Holly Gramazio’s recently released novel, THE HUSBANDS, is an instant New York Times bestseller and a “Read with Jenna” Today Show Book Club pick. This exuberant debut delights in asking: How do we navigate life, love and choice in a world of never-ending options? As a child, Holly had plenty of options when it came to books. And for a few years, her mum would read to her almost every night. It was only when Holly was 9 or 10, and she began reading to her brothers, that she gained a greater appreciation for everything her mum did to foster her love of reading at a young age.
The story my mum tells about reading to me is this.
First, she made it through all the picture books. Over and over, my favorite books returning every night. When I was little, it was just the two of us, so it was always her turn to do the bedtime stories. She read them all: nursery rhymes, animals, adventures, a book about extremely specific space facts that I was really into for a few months.
When I got old enough for chapter books, she kept it up, even when I probably could have managed the books on my own: Enid Blyton, Roald Dahl, Colin Thiele and Astrid Lindgren. We also had books on tape, as well as a recording of my dad in Scotland reading out fairy tales. Those were good, but they weren’t the same.
And then, finally --- finally --- 50 pages into THE HOBBIT, after what must have been five or six solid years of reading aloud almost every night, that was it. She was done. She’d had enough. No monsters for her, no made-up words. If I wanted to read full-blown magic-worlds fantasy, I was on my own.
That’s where her version of the story ends. Except, in reality, that wasn’t the end of it, of course. Her chore of “read to Holly” just became “take Holly to the library.”
From that point on, I went through a lot of books. When there weren’t any left at the local library that I hadn’t read, we ventured further and further afield.
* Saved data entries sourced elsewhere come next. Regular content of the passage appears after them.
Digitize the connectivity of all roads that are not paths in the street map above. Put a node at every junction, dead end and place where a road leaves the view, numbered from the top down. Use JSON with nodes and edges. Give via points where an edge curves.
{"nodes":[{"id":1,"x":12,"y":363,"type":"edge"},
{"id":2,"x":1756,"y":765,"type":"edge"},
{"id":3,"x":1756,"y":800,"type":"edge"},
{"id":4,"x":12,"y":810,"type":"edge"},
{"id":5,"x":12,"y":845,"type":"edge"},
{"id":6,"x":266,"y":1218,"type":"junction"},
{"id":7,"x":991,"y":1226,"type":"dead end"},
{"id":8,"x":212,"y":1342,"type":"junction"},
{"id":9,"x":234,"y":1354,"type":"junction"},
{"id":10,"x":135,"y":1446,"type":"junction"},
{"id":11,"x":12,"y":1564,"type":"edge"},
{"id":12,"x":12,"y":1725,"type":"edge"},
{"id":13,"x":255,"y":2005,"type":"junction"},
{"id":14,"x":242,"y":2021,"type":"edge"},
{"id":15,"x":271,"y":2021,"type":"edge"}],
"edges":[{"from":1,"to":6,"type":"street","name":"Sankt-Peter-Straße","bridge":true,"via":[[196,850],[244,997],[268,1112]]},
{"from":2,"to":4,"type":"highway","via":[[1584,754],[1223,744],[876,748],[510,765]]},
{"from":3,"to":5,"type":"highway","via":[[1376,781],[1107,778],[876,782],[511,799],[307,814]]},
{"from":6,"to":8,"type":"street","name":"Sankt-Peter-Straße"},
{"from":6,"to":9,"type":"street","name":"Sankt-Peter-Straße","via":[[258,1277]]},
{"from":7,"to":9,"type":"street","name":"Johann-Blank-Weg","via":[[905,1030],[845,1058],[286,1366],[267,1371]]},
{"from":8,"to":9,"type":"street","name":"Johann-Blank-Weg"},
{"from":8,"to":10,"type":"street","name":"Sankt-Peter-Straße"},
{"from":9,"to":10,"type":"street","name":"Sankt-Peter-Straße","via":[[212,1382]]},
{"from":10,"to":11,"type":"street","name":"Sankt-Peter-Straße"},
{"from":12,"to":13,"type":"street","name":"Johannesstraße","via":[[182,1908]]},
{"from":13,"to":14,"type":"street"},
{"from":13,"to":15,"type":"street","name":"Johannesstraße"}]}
Even now, I remember most of the different suburbs of my hometown by their libraries: Salisbury North with its long, narrow room; Mount Barker with --- thrillingly --- Tamora Pierce’s second Song of the Lioness book, not just the first; the big library in the city center, which had almost all the Great Brain books.
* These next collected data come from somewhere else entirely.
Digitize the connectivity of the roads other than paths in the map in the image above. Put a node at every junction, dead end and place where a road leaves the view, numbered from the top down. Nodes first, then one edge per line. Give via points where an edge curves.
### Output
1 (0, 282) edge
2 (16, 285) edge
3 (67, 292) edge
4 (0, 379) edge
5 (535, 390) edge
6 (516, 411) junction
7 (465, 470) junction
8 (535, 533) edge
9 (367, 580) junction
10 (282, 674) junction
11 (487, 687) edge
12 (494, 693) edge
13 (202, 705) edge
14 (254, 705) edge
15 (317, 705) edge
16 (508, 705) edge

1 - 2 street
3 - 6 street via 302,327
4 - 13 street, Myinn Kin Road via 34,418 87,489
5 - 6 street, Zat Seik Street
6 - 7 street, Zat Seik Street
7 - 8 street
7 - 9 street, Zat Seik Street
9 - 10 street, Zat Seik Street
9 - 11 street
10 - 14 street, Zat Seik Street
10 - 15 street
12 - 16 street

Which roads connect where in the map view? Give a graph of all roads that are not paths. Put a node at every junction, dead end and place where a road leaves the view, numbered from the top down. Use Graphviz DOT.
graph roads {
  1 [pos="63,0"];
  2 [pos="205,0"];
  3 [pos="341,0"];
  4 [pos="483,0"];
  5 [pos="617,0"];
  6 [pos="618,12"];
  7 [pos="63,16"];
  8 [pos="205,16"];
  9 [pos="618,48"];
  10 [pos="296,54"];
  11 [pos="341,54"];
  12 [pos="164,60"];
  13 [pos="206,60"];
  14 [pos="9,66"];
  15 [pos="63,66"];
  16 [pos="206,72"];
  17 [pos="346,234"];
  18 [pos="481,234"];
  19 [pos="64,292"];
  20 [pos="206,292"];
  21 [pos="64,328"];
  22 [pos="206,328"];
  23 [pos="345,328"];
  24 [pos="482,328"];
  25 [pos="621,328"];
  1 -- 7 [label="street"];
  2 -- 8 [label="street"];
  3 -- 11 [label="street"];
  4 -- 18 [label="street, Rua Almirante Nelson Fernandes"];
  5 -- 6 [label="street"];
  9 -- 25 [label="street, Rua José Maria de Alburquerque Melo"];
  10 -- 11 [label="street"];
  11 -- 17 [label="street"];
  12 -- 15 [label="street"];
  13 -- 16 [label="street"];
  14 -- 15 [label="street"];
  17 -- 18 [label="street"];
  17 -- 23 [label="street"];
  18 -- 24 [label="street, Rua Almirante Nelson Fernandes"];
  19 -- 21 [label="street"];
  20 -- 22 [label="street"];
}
By then we’d been joined by a stepdad and, a little later, first one brother and then another. I took my fair share of turns reading to the boys. That was when I found out --- to my utter dismay, at the age of maybe 9 or 10 --- that reading to little kids is really, really boring.
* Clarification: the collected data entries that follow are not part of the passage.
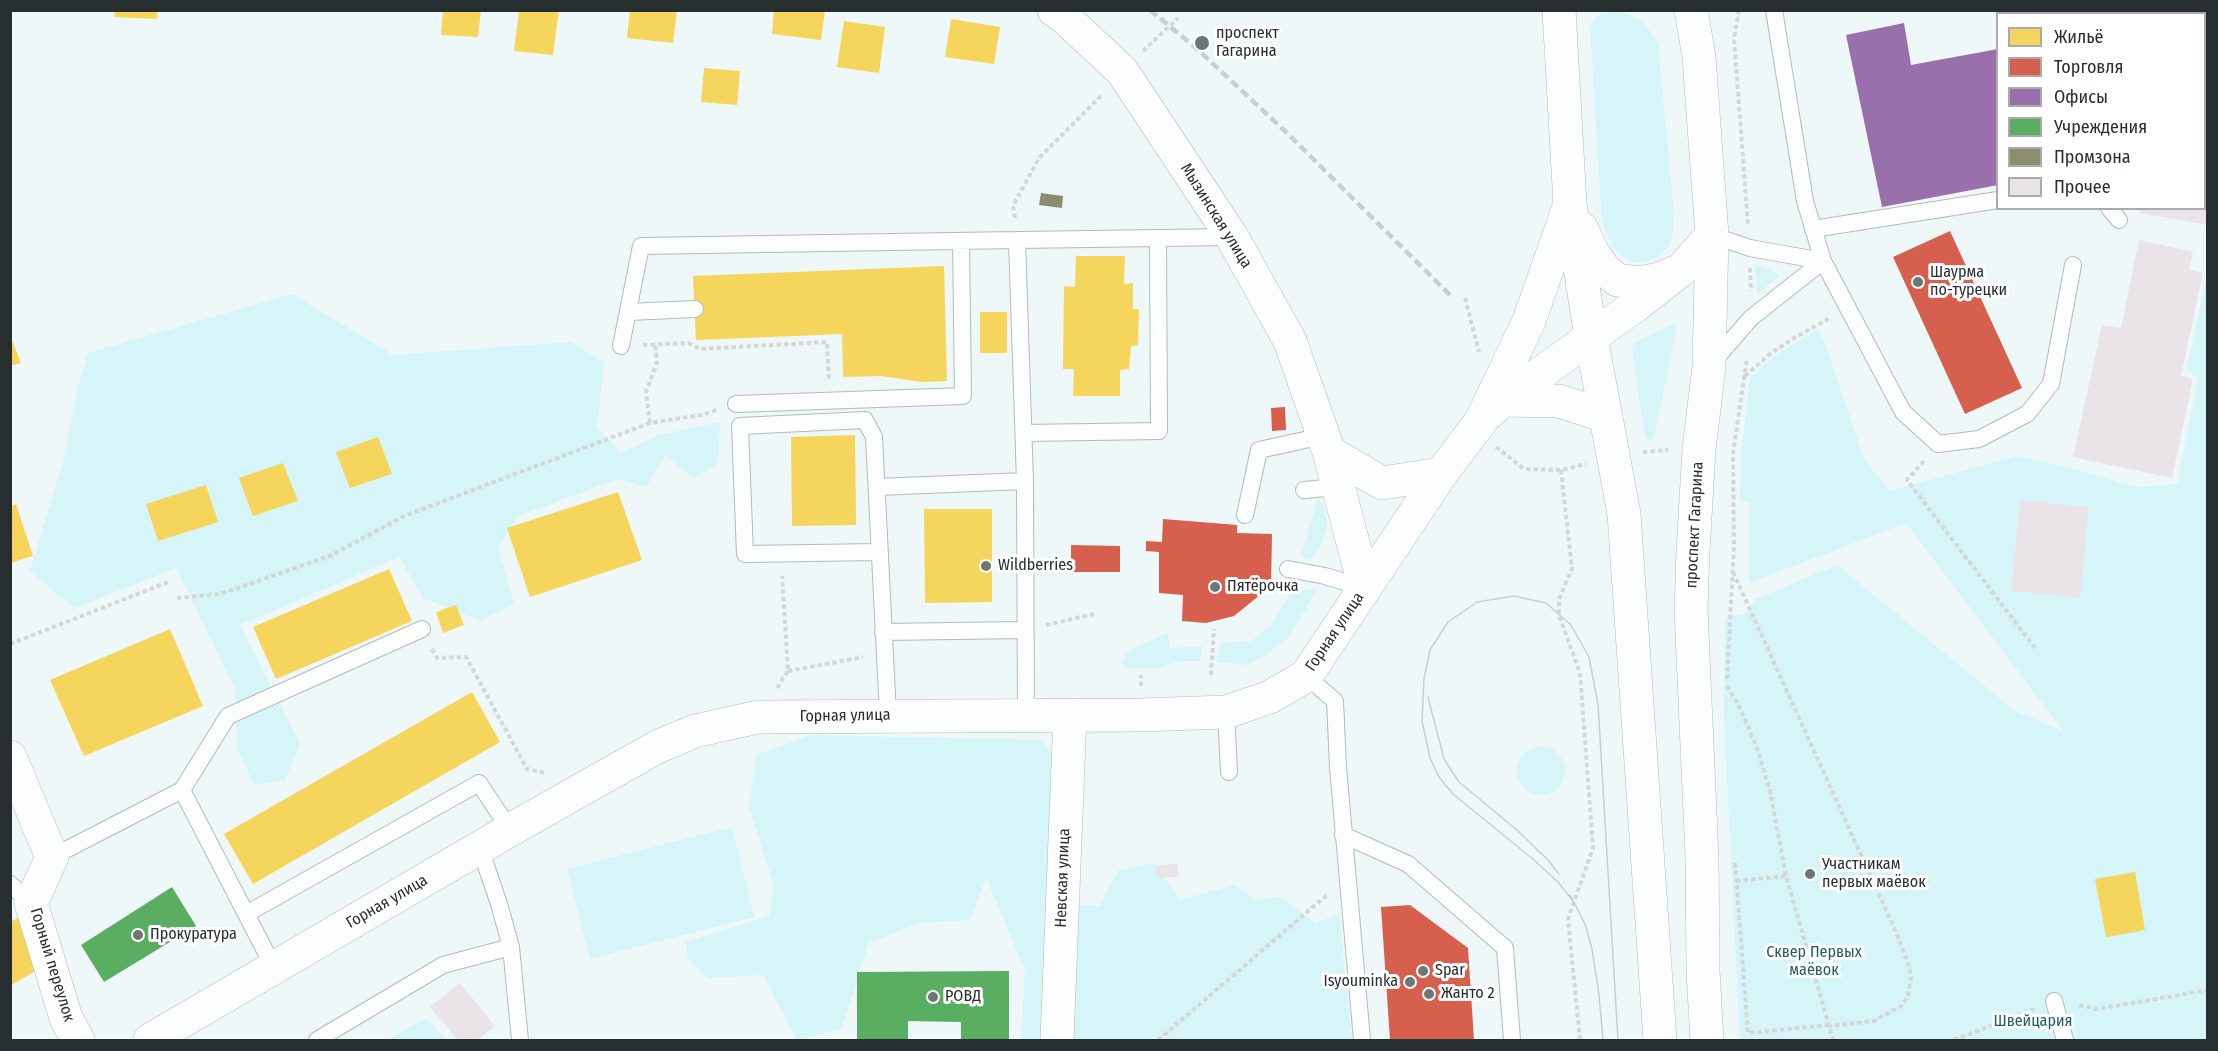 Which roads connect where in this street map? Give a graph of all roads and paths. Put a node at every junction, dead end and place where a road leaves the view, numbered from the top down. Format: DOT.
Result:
graph roads {
  1 [pos="1054,10"];
  2 [pos="1559,10"];
  3 [pos="1774,10"];
  4 [pos="1692,11"];
  5 [pos="1178,18"];
  6 [pos="1158,37"];
  7 [pos="1122,70"];
  8 [pos="1996,200"];
  9 [pos="1570,204"];
  10 [pos="1813,229"];
  11 [pos="1712,235"];
  12 [pos="1232,237"];
  13 [pos="1158,239"];
  14 [pos="1017,240"];
  15 [pos="961,242"];
  16 [pos="1822,261"];
  17 [pos="2073,265"];
  18 [pos="1681,270"];
  19 [pos="1465,297"];
  20 [pos="695,309"];
  21 [pos="1848,309"];
  22 [pos="628,312"];
  23 [pos="1591,337"];
  24 [pos="655,344"];
  25 [pos="621,346"];
  26 [pos="1480,354"];
  27 [pos="1708,366"];
  28 [pos="1744,377"];
  29 [pos="830,389"];
  30 [pos="736,404"];
  31 [pos="1492,411"];
  32 [pos="1606,416"];
  33 [pos="650,423"];
  34 [pos="1024,433"];
  35 [pos="1326,444"];
  36 [pos="1938,444"];
  37 [pos="1562,470"];
  38 [pos="1441,474"];
  39 [pos="1025,481"];
  40 [pos="877,487"];
  41 [pos="1338,487"];
  42 [pos="1304,490"];
  43 [pos="1245,515"];
  44 [pos="879,552"];
  45 [pos="780,554"];
  46 [pos="1288,569"];
  47 [pos="1732,572"];
  48 [pos="171,581"];
  49 [pos="1365,588"];
  50 [pos="177,598"];
  51 [pos="1095,614"];
  52 [pos="423,629"];
  53 [pos="1215,629"];
  54 [pos="1025,630"];
  55 [pos="883,632"];
  56 [pos="10,644"];
  57 [pos="2034,648"];
  58 [pos="884,653"];
  59 [pos="788,671"];
  60 [pos="1211,675"];
  61 [pos="1306,676"];
  62 [pos="1726,696"];
  63 [pos="1226,712"];
  64 [pos="888,715"];
  65 [pos="1070,715"];
  66 [pos="1026,716"];
  67 [pos="758,717"];
  68 [pos="10,757"];
  69 [pos="1229,772"];
  70 [pos="549,774"];
  71 [pos="182,790"];
  72 [pos="510,830"];
  73 [pos="1343,835"];
  74 [pos="480,848"];
  75 [pos="52,857"];
  76 [pos="1735,857"];
  77 [pos="1786,876"];
  78 [pos="1347,878"];
  79 [pos="1736,880"];
  80 [pos="21,894"];
  81 [pos="246,914"];
  82 [pos="511,947"];
  83 [pos="274,968"];
  84 [pos="2208,990"];
  85 [pos="2054,1001"];
  86 [pos="1829,1025"];
  87 [pos="78,1041"];
  88 [pos="150,1041"];
  89 [pos="318,1041"];
  90 [pos="520,1041"];
  91 [pos="1057,1041"];
  92 [pos="1158,1041"];
  93 [pos="1362,1041"];
  94 [pos="1512,1041"];
  95 [pos="1580,1041"];
  96 [pos="1660,1041"];
  97 [pos="1707,1041"];
  98 [pos="1833,1041"];
  99 [pos="1954,1041"];
  100 [pos="2065,1041"];
  1 -- 7 [label="main road, Мызинская улица"];
  2 -- 9 [label="main road"];
  3 -- 10 [label="lane"];
  4 -- 11 [label="main road, проспект Гагарина"];
  5 -- 6 [label="path"];
  7 -- 12 [label="main road, Мызинская улица"];
  7 -- 14 [label="path"];
  8 -- 10 [label="lane"];
  9 -- 18 [label="main road"];
  9 -- 23 [label="main road"];
  9 -- 31 [label="main road, Горная улица"];
  10 -- 16 [label="lane"];
  11 -- 16 [label="lane"];
  11 -- 18 [label="main road, Горная улица"];
  11 -- 27 [label="main road, проспект Гагарина"];
  12 -- 13 [label="lane"];
  12 -- 35 [label="main road, Мызинская улица"];
  13 -- 14 [label="lane"];
  13 -- 34 [label="lane"];
  14 -- 15 [label="lane"];
  14 -- 34 [label="lane"];
  15 -- 22 [label="lane"];
  15 -- 30 [label="lane"];
  16 -- 21 [label="lane"];
  16 -- 27 [label="lane"];
  17 -- 36 [label="lane"];
  18 -- 23 [label="main road, Горная улица"];
  19 -- 26 [label="path"];
  20 -- 22 [label="lane"];
  21 -- 28 [label="path"];
  21 -- 36 [label="lane"];
  22 -- 25 [label="lane"];
  23 -- 31 [label="main road, Горная улица"];
  23 -- 32 [label="main road"];
  24 -- 25 [label="path"];
  24 -- 29 [label="path"];
  24 -- 33 [label="path"];
  27 -- 97 [label="main road, проспект Гагарина"];
  30 -- 33 [label="path"];
  31 -- 32 [label="main road"];
  31 -- 38 [label="main road, Горная улица"];
  32 -- 96 [label="main road"];
  33 -- 50 [label="path"];
  34 -- 39 [label="lane"];
  35 -- 38 [label="main road"];
  35 -- 41 [label="main road, Мызинская улица"];
  35 -- 43 [label="lane"];
  36 -- 57 [label="path"];
  37 -- 95 [label="path"];
  38 -- 49 [label="main road, Горная улица"];
  39 -- 40 [label="lane"];
  39 -- 54 [label="lane"];
  40 -- 44 [label="lane"];
  40 -- 45 [label="lane"];
  41 -- 42 [label="lane"];
  41 -- 49 [label="main road, Мызинская улица"];
  44 -- 45 [label="lane"];
  44 -- 55 [label="lane"];
  45 -- 59 [label="path"];
  46 -- 49 [label="lane"];
  47 -- 86 [label="path"];
  48 -- 56 [label="path"];
  49 -- 61 [label="main road, Горная улица"];
  51 -- 54 [label="path"];
  52 -- 70 [label="path"];
  52 -- 71 [label="lane"];
  53 -- 60 [label="path"];
  54 -- 55 [label="lane"];
  54 -- 66 [label="lane"];
  55 -- 58 [label="lane"];
  58 -- 59 [label="path"];
  58 -- 64 [label="lane"];
  59 -- 67 [label="path"];
  61 -- 63 [label="main road, Горная улица"];
  61 -- 73 [label="lane"];
  62 -- 77 [label="path"];
  63 -- 65 [label="main road, Горная улица"];
  63 -- 69 [label="lane"];
  64 -- 66 [label="main road, Горная улица"];
  64 -- 67 [label="main road, Горная улица"];
  65 -- 66 [label="main road, Горная улица"];
  65 -- 91 [label="main road, Невская улица"];
  67 -- 72 [label="main road, Горная улица"];
  68 -- 75 [label="main road"];
  71 -- 75 [label="lane"];
  71 -- 81 [label="lane"];
  72 -- 74 [label="main road, Горная улица"];
  72 -- 81 [label="lane"];
  73 -- 78 [label="lane"];
  73 -- 94 [label="lane"];
  74 -- 82 [label="lane"];
  74 -- 83 [label="main road, Горная улица"];
  75 -- 80 [label="main road, Горный переулок"];
  76 -- 79 [label="path"];
  77 -- 79 [label="path"];
  77 -- 86 [label="path"];
  78 -- 92 [label="path"];
  78 -- 93 [label="lane"];
  79 -- 86 [label="path"];
  80 -- 87 [label="main road, Горный переулок"];
  81 -- 83 [label="lane"];
  82 -- 89 [label="lane"];
  82 -- 90 [label="lane"];
  83 -- 88 [label="main road, Горная улица"];
  84 -- 85 [label="path"];
  85 -- 99 [label="path"];
  85 -- 100 [label="lane"];
  86 -- 98 [label="path"];
}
Yes, it’s sweet. Yes, you love them. Yes, I look back on those times fondly now. Yes, it’s a special experience that’s only possible for a few fleeting years. I don’t disagree. Once the boys were a little older and the book lineup got a little more varied, I really loved it. But there are whole years when kids just want the same books. Over and over again! I’d try to hide one interminable book about a farm that I’d grown to dread particularly: “Oh it’s not here, we’ll have to have something different.” But then the boys would find it, tucked under the bookshelf out of sight.
Doing that every night? When it’s always your turn? When the interminable book could well be, for weeks at a time, the same set of very specific facts about space?
When my mum tells the story about THE HOBBIT, it’s a little bit of a sidelong boast about how good her six-year-old was at reading. It’s also a joke about her taste in books, as well as mine, and how even the most determined maternal love has its limits. And it’s about how those limits are reached to the point of repeatedly reading out the names Dwalin, Balin, Kili, Fili, Dori, Nori, Ori, Oin, Gloin, Bifur, Bofur and Bombur.
The truth, though, is that reading to little kids is really, really boring. But she did it anyway…and for so long that reading became my favorite thing.